R functions used to build the replication profiles from CGS data.
Checkpoint-mediated DNA polymerase ε exonuclease activity curbing counteracts resection-driven fork collapse
DNA polymerase epsilon (Pole) carries out high fidelity leading strand synthesis owing to its exonuclease activity. Pole polymerase and exonuclease activities are balanced, due to partitioning of nascent DNA strands between catalytic sites, so that net resection occurs when synthesis is impaired. In vivo, DNA synthesis stalling activates replication checkpoint kinases, which act to preserve the functional integrity of replication forks.
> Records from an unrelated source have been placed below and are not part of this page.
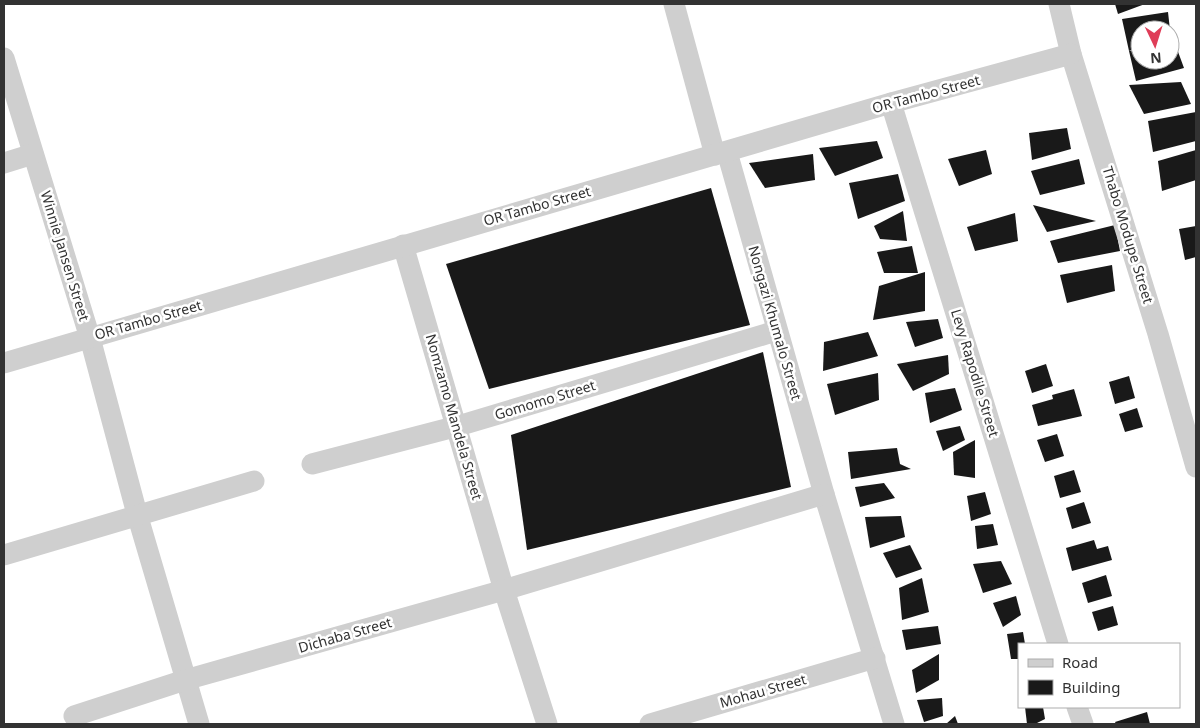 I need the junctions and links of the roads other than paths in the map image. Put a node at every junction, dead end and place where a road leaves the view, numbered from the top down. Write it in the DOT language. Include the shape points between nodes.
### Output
graph roads {
  1 [pos="674,4"];
  2 [pos="1059,4"];
  3 [pos="1072,54"];
  4 [pos="4,58"];
  5 [pos="891,103"];
  6 [pos="721,153"];
  7 [pos="33,154"];
  8 [pos="4,162"];
  9 [pos="403,245"];
  10 [pos="776,331"];
  11 [pos="90,338"];
  12 [pos="4,363"];
  13 [pos="458,426"];
  14 [pos="1194,453"];
  15 [pos="312,464"];
  16 [pos="254,481"];
  17 [pos="824,494"];
  18 [pos="137,514"];
  19 [pos="4,555"];
  20 [pos="504,590"];
  21 [pos="1058,643"];
  22 [pos="875,658"];
  23 [pos="186,680"];
  24 [pos="1077,708"];
  25 [pos="74,716"];
  26 [pos="199,724"];
  27 [pos="547,724"];
  28 [pos="650,724"];
  29 [pos="894,724"];
  30 [pos="1083,724"];
  1 -- 6 [label="street, Nongazi Khumalo Street"];
  2 -- 3 [label="street, Thabo Modupe Street"];
  3 -- 5 [label="street, OR Tambo Street"];
  3 -- 14 [label="street, Thabo Modupe Street"];
  4 -- 7 [label="street, Winnie Jansen Street"];
  5 -- 6 [label="street, OR Tambo Street"];
  5 -- 21 [label="street, Levy Rapodile Street"];
  6 -- 9 [label="street, OR Tambo Street"];
  6 -- 10 [label="street, Nongazi Khumalo Street"];
  7 -- 8 [label="street"];
  7 -- 11 [label="street, Winnie Jansen Street"];
  9 -- 11 [label="street, OR Tambo Street"];
  9 -- 13 [label="street, Nomzamo Mandela Street"];
  10 -- 13 [label="street, Gomomo Street"];
  10 -- 17 [label="street, Nongazi Khumalo Street"];
  11 -- 12 [label="street, OR Tambo Street"];
  11 -- 18 [label="street, Winnie Jansen Street"];
  13 -- 15 [label="street, Gomomo Street"];
  13 -- 20 [label="street, Nomzamo Mandela Street"];
  16 -- 18 [label="street"];
  17 -- 20 [label="street"];
  17 -- 22 [label="street, Nongazi Khumalo Street"];
  18 -- 19 [label="street"];
  18 -- 23 [label="street, Winnie Jansen Street"];
  20 -- 23 [label="street, Dichaba Street"];
  20 -- 27 [label="street, Nomzamo Mandela Street"];
  22 -- 28 [label="street, Mohau Street"];
  22 -- 29 [label="street, Nongazi Khumalo Street"];
  23 -- 25 [label="street"];
  23 -- 26 [label="street, Winnie Jansen Street"];
  24 -- 30 [label="street"];
} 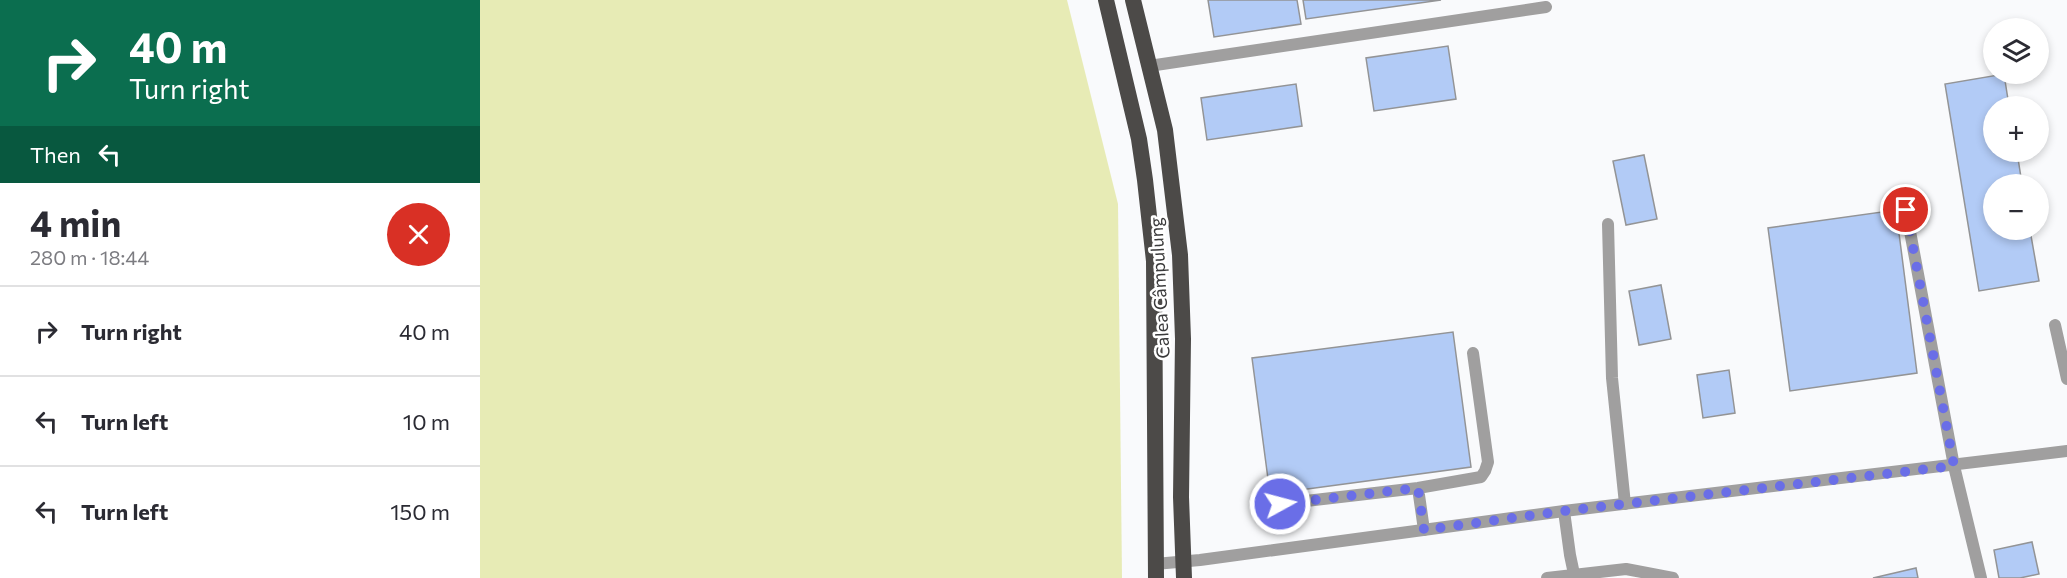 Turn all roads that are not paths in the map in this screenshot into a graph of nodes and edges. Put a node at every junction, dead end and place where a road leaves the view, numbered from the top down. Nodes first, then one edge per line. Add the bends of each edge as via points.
1 (1106, 0) edge
2 (1133, 0) edge
3 (1546, 7) dead end
4 (1149, 66) junction
5 (1906, 210) dead end
6 (1608, 224) dead end
7 (2055, 325) dead end
8 (1473, 353) dead end
9 (2067, 379) edge
10 (2067, 451) edge
11 (1954, 466) junction
12 (1418, 488) junction
13 (1280, 504) dead end
14 (1625, 504) junction
15 (1564, 511) junction
16 (1424, 530) junction
17 (1183, 570) edge
18 (1156, 571) edge
19 (1574, 574) junction
20 (1547, 578) edge
21 (1673, 578) edge
22 (1982, 578) edge

1 - 18 highway, Calea Câmpulung via 1139,139 1154,261
2 - 4 highway, Calea Câmpulung
3 - 4 street
4 - 17 highway, Calea Câmpulung via 1165,130 1180,255
5 - 11 street
6 - 14 street via 1612,378
7 - 9 street
8 - 12 street via 1488,462 1485,471 1481,477
10 - 11 street
11 - 14 street
11 - 22 street
12 - 13 street
12 - 16 street
14 - 15 street
15 - 16 street
15 - 19 street
16 - 17 street
17 - 18 street
19 - 20 street
19 - 21 street via 1626,569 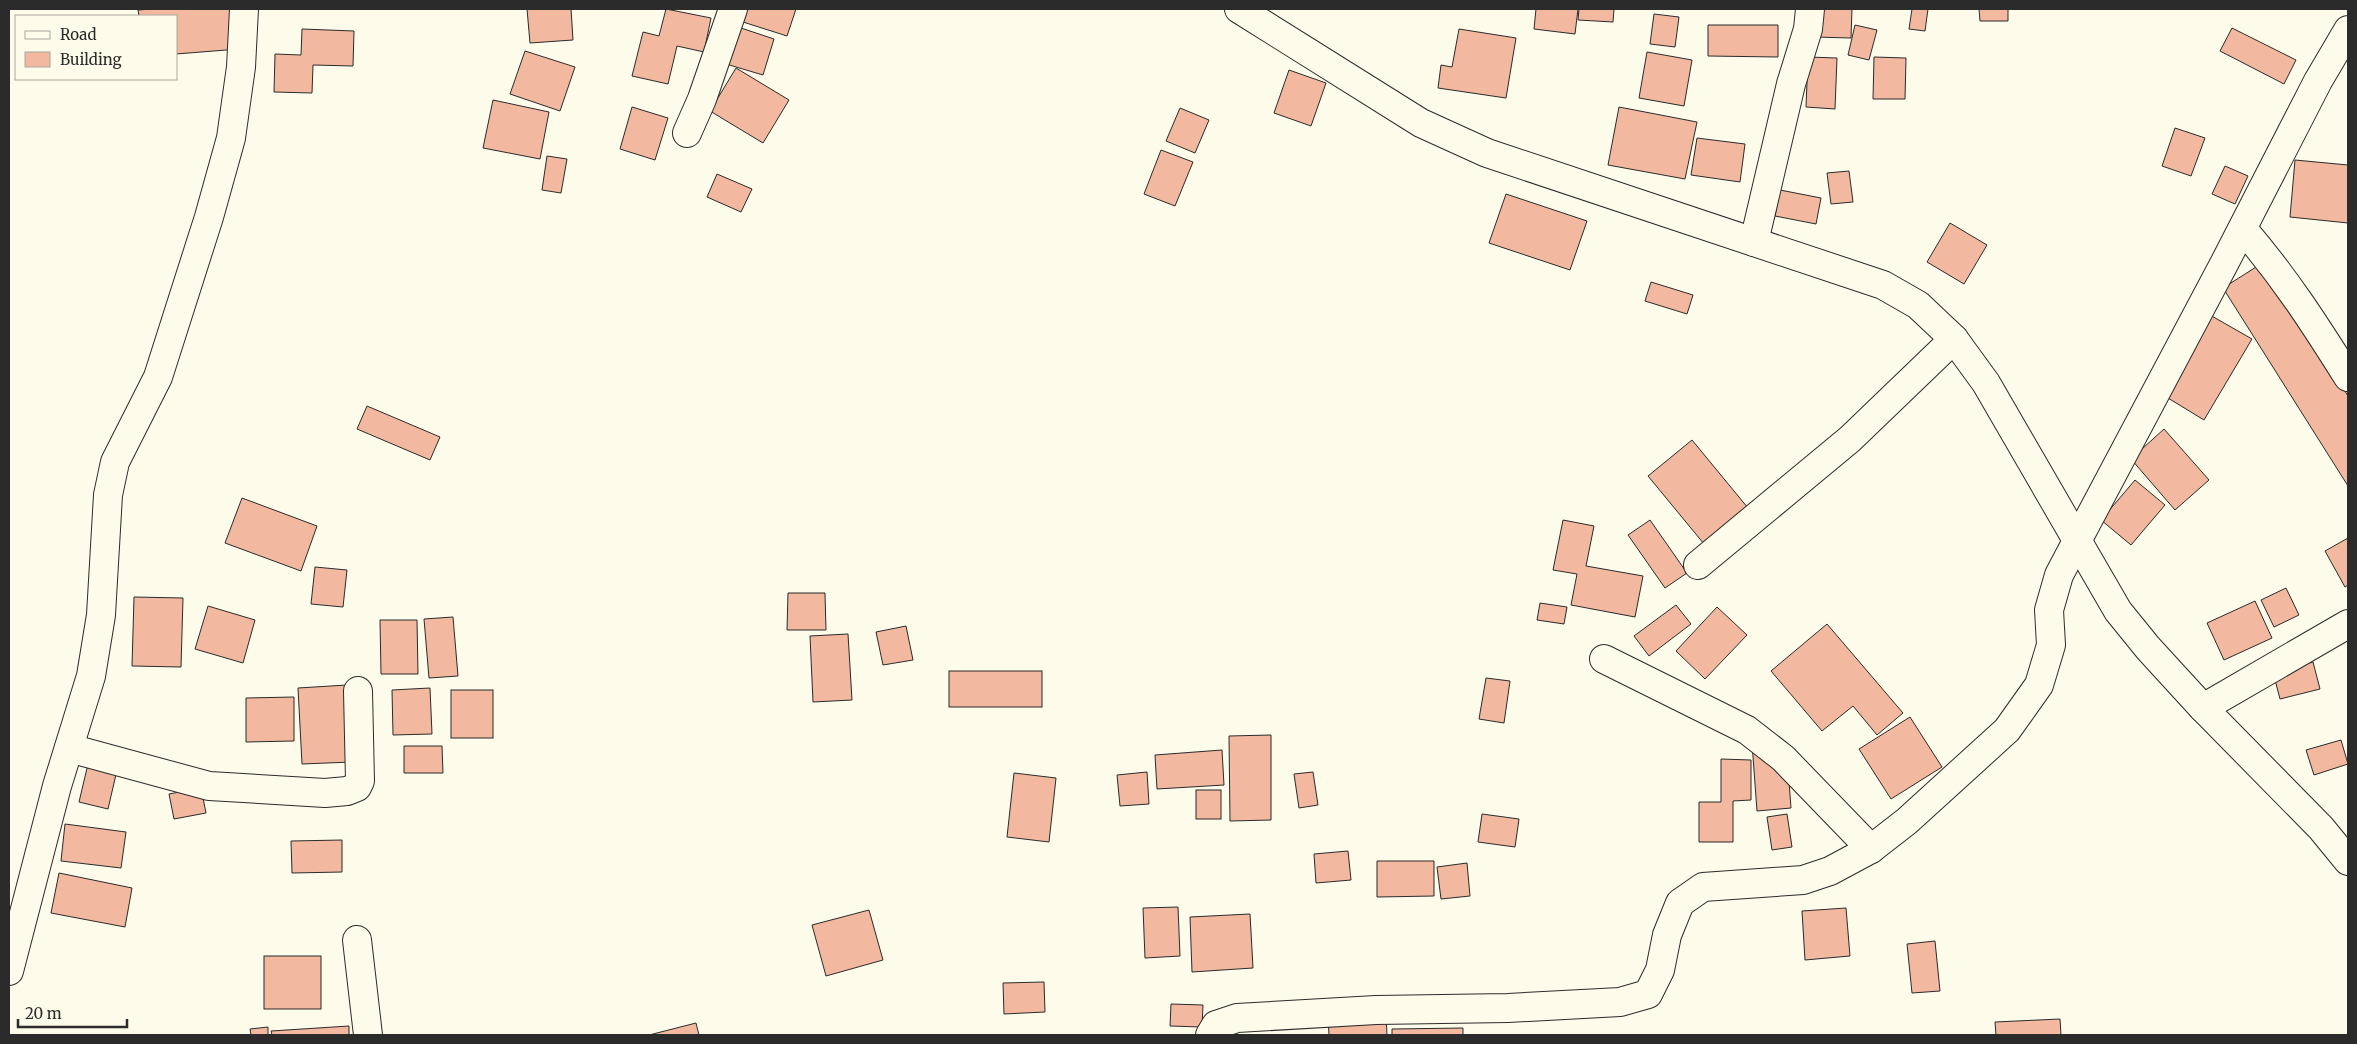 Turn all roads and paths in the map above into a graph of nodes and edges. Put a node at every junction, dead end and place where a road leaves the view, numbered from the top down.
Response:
1 (244, 9) edge
2 (733, 9) edge
3 (1239, 9) edge
4 (1810, 9) edge
5 (2348, 30) edge
6 (686, 133) dead end
7 (2243, 229) junction
8 (1754, 242) junction
9 (1954, 339) junction
10 (2348, 377) edge
11 (2078, 539) junction
12 (1698, 565) dead end
13 (2348, 624) edge
14 (1604, 660) dead end
15 (358, 691) dead end
16 (2203, 708) junction
17 (69, 748) junction
18 (1871, 849) junction
19 (2348, 861) edge
20 (357, 940) dead end
21 (9, 971) edge
22 (368, 1035) edge
23 (1210, 1035) edge

1 - 17 street
2 - 6 street
3 - 8 street
4 - 8 street
5 - 7 street
7 - 10 street
7 - 11 street
8 - 9 street
9 - 11 street
9 - 12 street
11 - 16 street
11 - 18 street
13 - 16 street
14 - 18 street
15 - 17 street
16 - 19 street
17 - 21 street
18 - 23 street
20 - 22 street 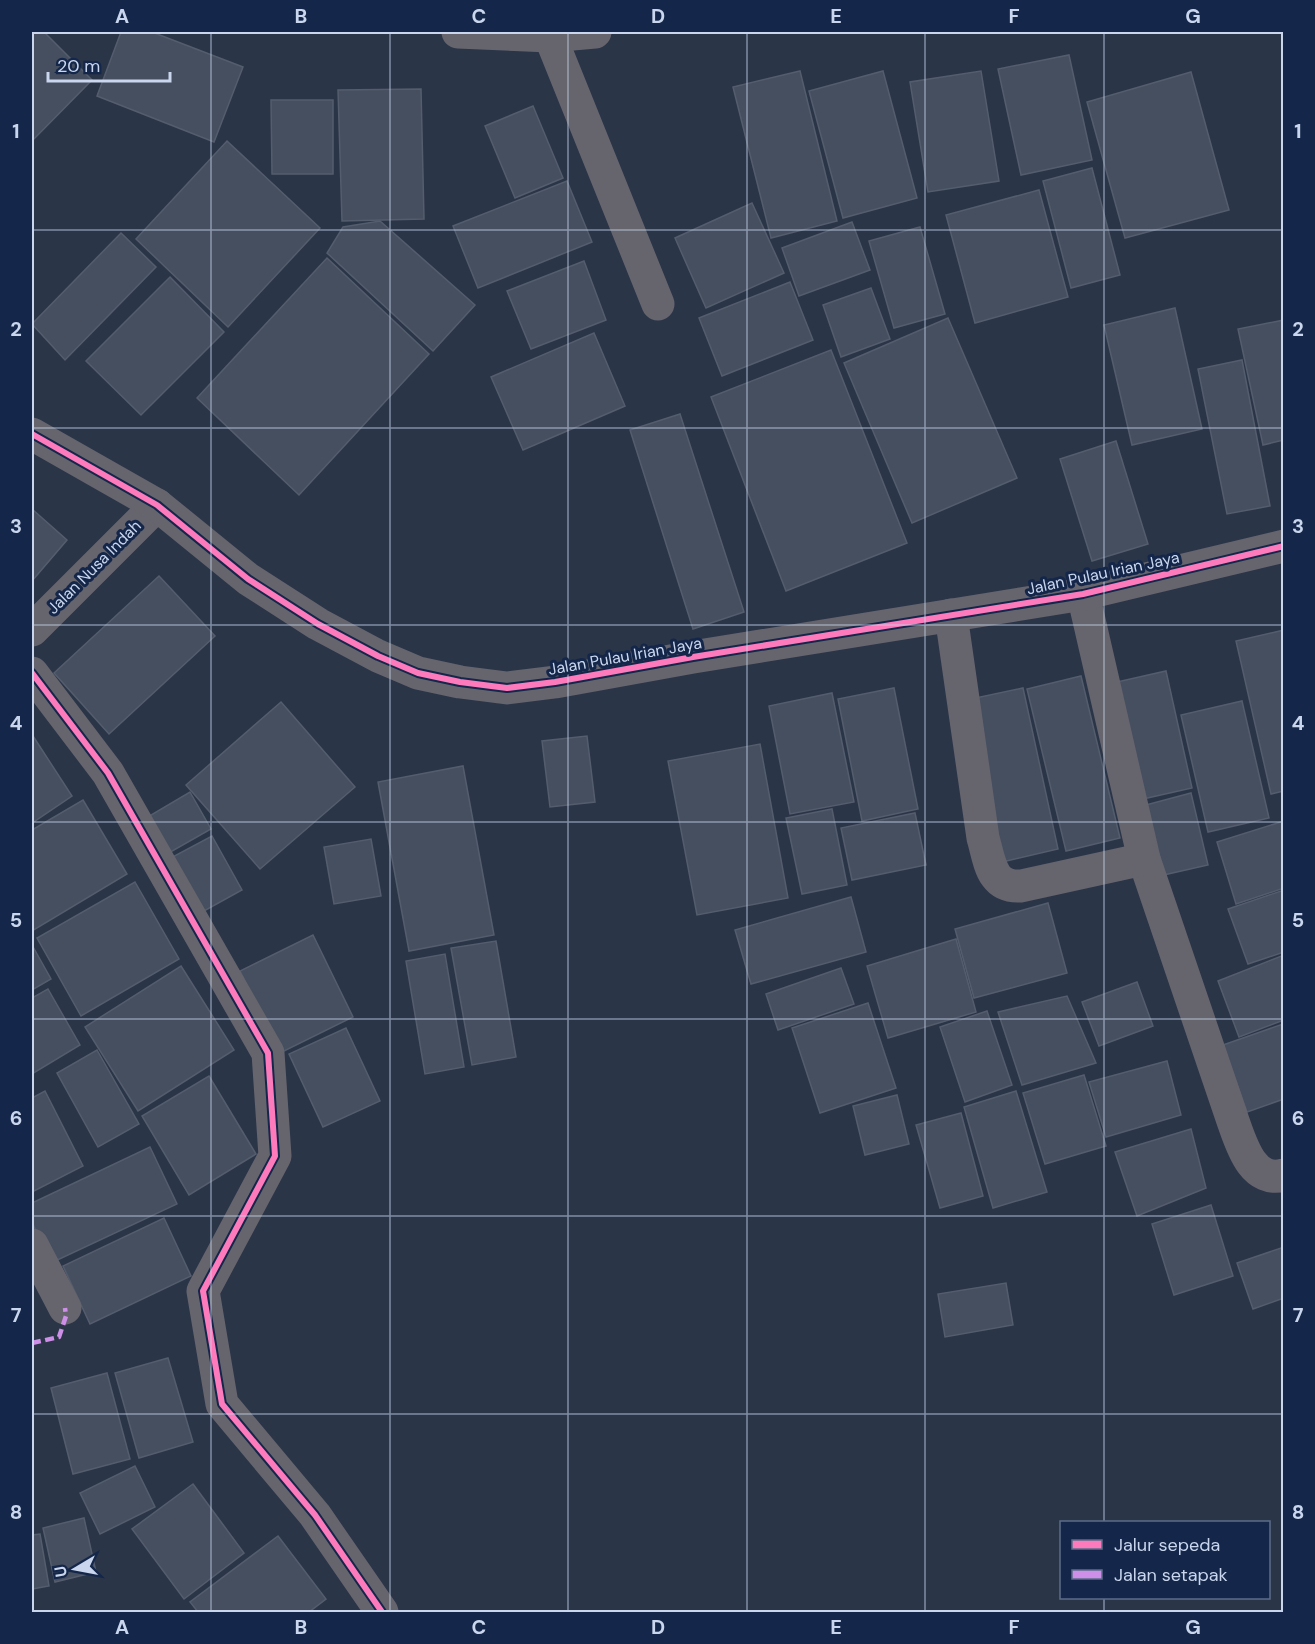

We show that stalled Pole drives nascent strand resection causing fork functional collapse, averted via checkpoint-dependent phosphorylation. Pole catalytic subunit Pol2 is phosphorylated on serine 430, influencing partitioning between polymerase and exonuclease active sites. A phosphormimetic S430D change reduces exonucleolysis in vitro and counteracts fork collapse. Conversely, non-phosphorylatable pol2-S430A expression causes resection-driven stressed fork defects. Our findings reveal that checkpoint kinases switch Pole to an exonuclease-safe mode preventing nascent strand resection and stabilizing stalled replication forks. Elective partitioning suppression has implications for the diverse Pole roles in genome integrity maintenance.